Искатель Строубэк обратился ко взывавшему попользоваться им поисковику.
– "Сюрикен Сатаны" Томаса Эспаузена, его же "Республика Экстраординарных Молодых Олигархов", "Клинок Йошихиро Мусасимару" пера Йошихиро Мусасимару, "Советы Красного Марса. Неоновый серп" Вольдемара Бирштраувене... Бирштрату... Бирштраузе... как, чёрт возьми, читается его фамилия?
– запнулся Ричи, в дальнейшем решив не озвучивать имена авторов художественных произведений, которых по запросу набралось более четырёх экранов скроллинга.
– Далее идёт техническая литература: "Справочник по отсечению крайней плоти в условиях невесомости", "Трактат по замене пиковых наконечников на более практичные лезвия при обустройстве мебели", "Руководство по продольному использованию рабочей поверхности" и ещё около сотни других. Это за последние восемьдесят лет. Искать более ранние?
– Не нужно, - махнул рукой Морган.
– Это лишний раз доказывает, что моя голова не способна работать в трезвом состоянии.

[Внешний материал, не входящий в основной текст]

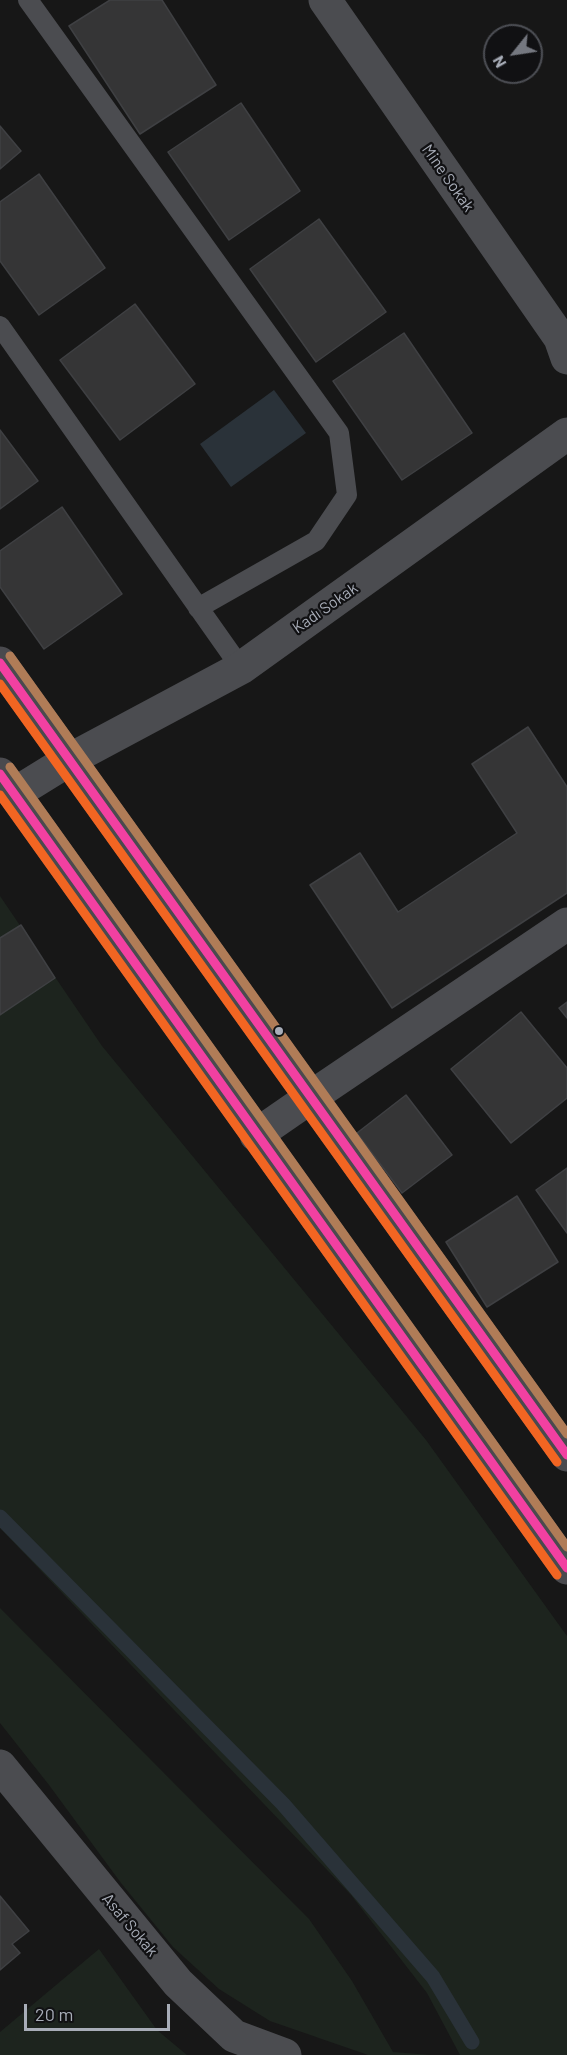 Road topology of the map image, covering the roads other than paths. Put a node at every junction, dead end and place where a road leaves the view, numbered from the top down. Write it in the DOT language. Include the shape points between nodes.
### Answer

Совершив глубокий вдох и последовавший за ним выдох, Мори полностью скрылся в тумане, как Атлантида в морской пучине. Полчаса Ричи вглядывался в переливающееся неземными цветами марево, поглотившее его кузена, и вслушивался в монотонные звуки доносящейся из глубин комнаты мантры, чьи резонирующие звуки размягчали границы между измерениями, устраняя препятствия для путешествий меж ними, и сбивали со стен слои штукатурки, пока нечленораздельные священные стихи не преобразовались в доступные для нормального человеческого восприятия слова:
– Моя затерявшаяся в нереальной буре лодка никогда не найдёт берега - он стал далёким и мифическим, будто существование его выдумано и воспето языческими жрецами в эпохе додруидической тьмы, и всё, на что смеет уповать моя душа, сосредоточилось в несущем меня меж вздымающихся волн осколке дерева, чьё зыбкое основание выглядит столь же непрочным и ошибочным, как случайная клякса на поверхности монастырской апокрифической рукописи. Небо слилось с океаном в фантасмагорическом ансамбле, утратив данные им Господом очертания, поправ его заветы шквалом дьявольствующей стихии, воспевающей грехопадение и прославляющей нечеловеческие пороки. Я лишился способности рассуждать, ибо нахлынувшие не с расколовшихся небес, но из левиафанических глубин химерные цвета...
– Эй, Мори...
– ... организм бури вовлёк меня в это рождённое за пределами Terra Australia течение, колыбель которого находится вне границ известных мореплавателями вод...
– Мори, тормози...
– ... и свет его являет мне образы, описанные на глиняных таблицах проклятых ветвей шумерских племён и погребённых за дерзость запрещённого знания фолиантах лемурийских цивилизаций...
– Хватит пересказывать мне морскую тематику девятнадцатого века!
– грубо, как Атропа нить, обрубил Ричи поток сознания кузена.